Vanderwaltozyma polyspora

Scientific classification
- Kingdom: Fungi
- Division: Ascomycota
- Class: Saccharomycetes
- Order: Saccharomycetales
- Family: Saccharomycetaceae
- Genus: Vanderwaltozyma
- Species: V. polyspora
- Binomial name: Vanderwaltozyma polyspora (van der Walt) Kurtzman 2003
- Synonyms: Kluyveromyces polysporus Van der Walt (1956). Saccharomyces polysporus (Van der Walt) I.Campb. (1972).

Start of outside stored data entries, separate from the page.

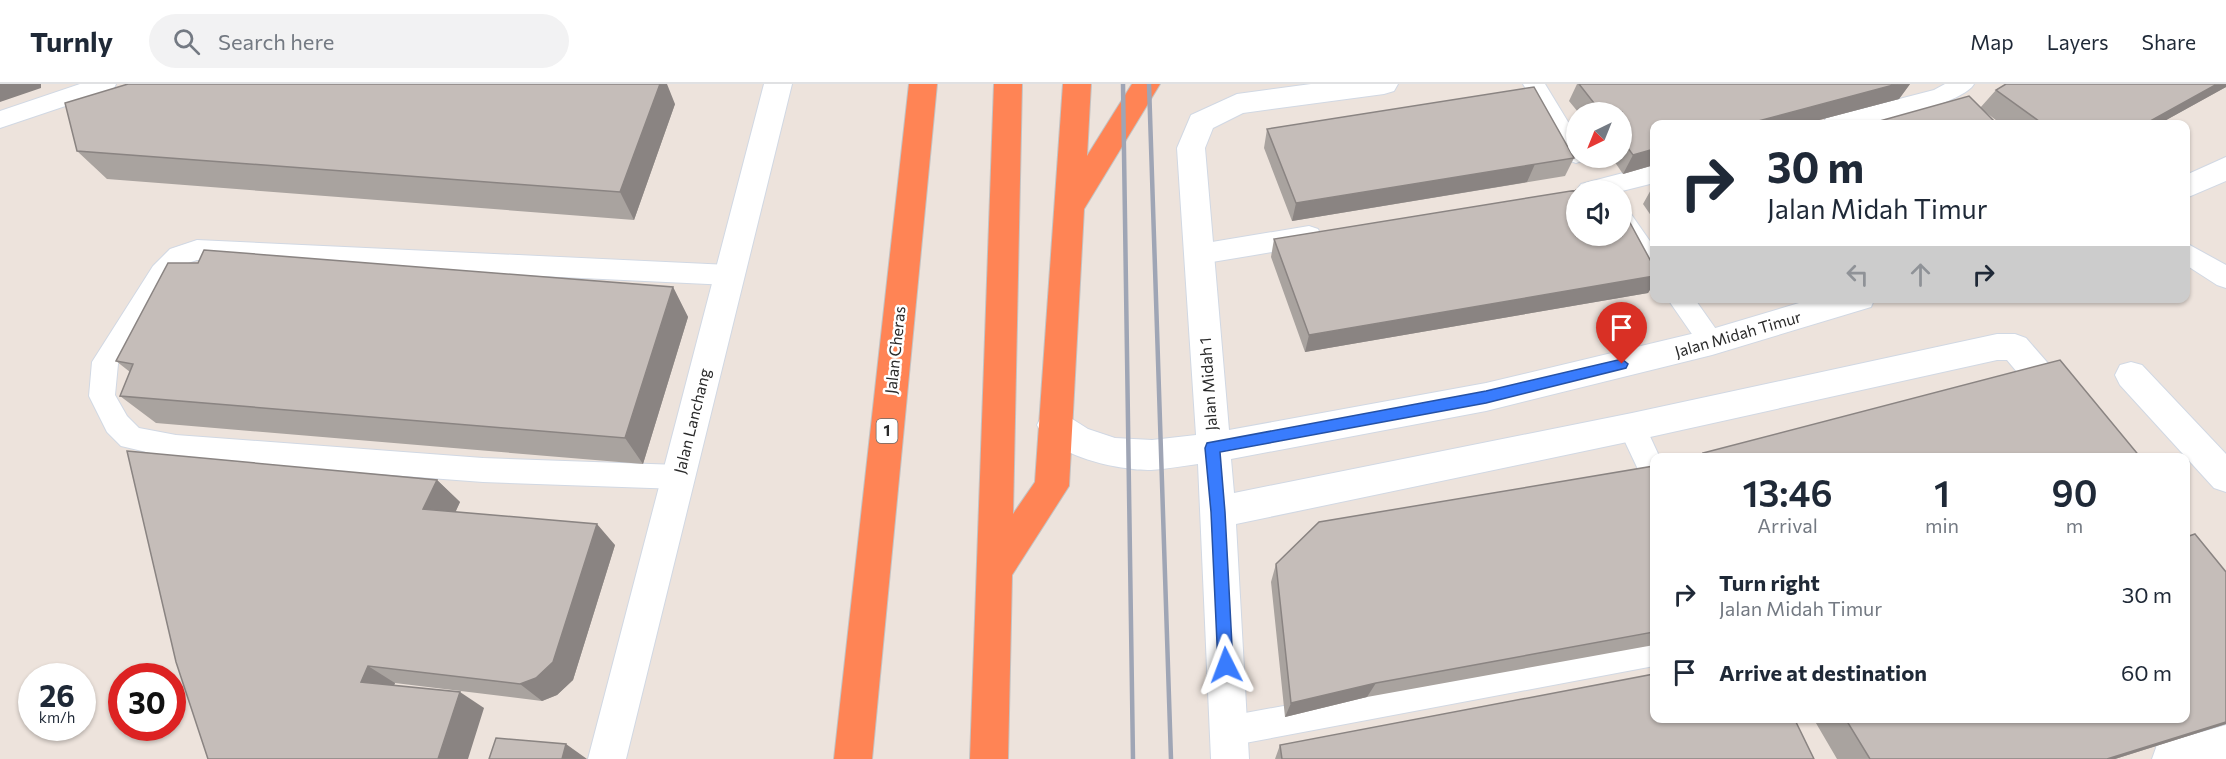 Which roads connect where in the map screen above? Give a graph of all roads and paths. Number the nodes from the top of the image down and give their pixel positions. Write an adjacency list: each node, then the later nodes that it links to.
1 (105, 84): 12 (lane)
2 (778, 84): 25 (street, Jalan Lanchang)
3 (905, 84): 11 (highway)
4 (1008, 84): 39 (highway)
5 (1077, 84): 19 (highway)
6 (1146, 84): 19 (highway)
7 (1384, 84): 22 (street, Jalan Midah 1)
8 (1534, 84): 14 (lane)
9 (1963, 84): 10 (lane)
10 (1942, 97): 13 (lane)
11 (921, 99): 44 (highway, Jalan Cheras / 1)
12 (0, 120)
13 (1850, 120)
14 (1566, 138)
15 (2226, 168): 18 (street)
16 (1650, 175): 17 (lane)
17 (1630, 180)
18 (2190, 186)
19 (1070, 208): 31 (highway)
20 (1330, 233): 22 (lane)
21 (1632, 235): 24 (lane)
22 (1200, 254): 33 (street, Jalan Midah 1)
23 (2190, 256): 26 (lane)
24 (1650, 260)
25 (729, 275): 36 (street, Jalan Lanchang); 36 (lane)
26 (2226, 278)
27 (1683, 303): 29 (lane)
28 (1843, 303): 29 (street, Jalan Midah Timur)
29 (1712, 342): 33 (street, Jalan Midah Timur)
30 (2131, 375): 37 (street)
31 (1054, 425): 33 (street, Jalan Midah Timur); 39 (highway)
32 (1632, 427): 34 (street); 35 (lane); 38 (street)
33 (1212, 448): 38 (street, Jalan Midah 1)
34 (2106, 453)
35 (1650, 465)
36 (679, 477): 43 (street, Jalan Lanchang)
37 (2226, 477)
38 (1218, 512): 42 (street, Jalan Midah 1)
39 (995, 570): 45 (highway)
40 (1650, 653): 42 (lane)
41 (2226, 744): 46 (street)
42 (1230, 745)
43 (608, 759)
44 (853, 759)
45 (989, 759)
46 (2171, 759)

= Vanderwaltozyma polyspora =

- Authority: (van der Walt) Kurtzman 2003
- Synonyms: Kluyveromyces polysporus Van der Walt (1956). , Saccharomyces polysporus (Van der Walt) I.Campb. (1972).

Species of fungus

Vanderwaltozyma polyspora is a species of multi-spored yeast fungus in the family Saccharomycetaceae found in soil, first described by Johannes P. van der Walt, and moved to a new genus by Cletus P. Kurtzman in 2003 (together with Vanderwaltozyma yarrowii).

== Background ==
Like other Vanderwaltozyma species it is characterized by the fermentation of glucose and galactose and the assimilation of nitrogen sources like ethylamine, nitrate, lysine, and cadaverine. V. polyspora has been rarely isolated from natural sources, with only eight strains of the species isolated and reported until 2020. It has oblong to reniform ascospores that release spores quickly, and it can produce up to 100 ascospores due to supernumerary mitosis in the ascus parent cell. Growth on agar has cream to brownish color and is butyrous to glossy.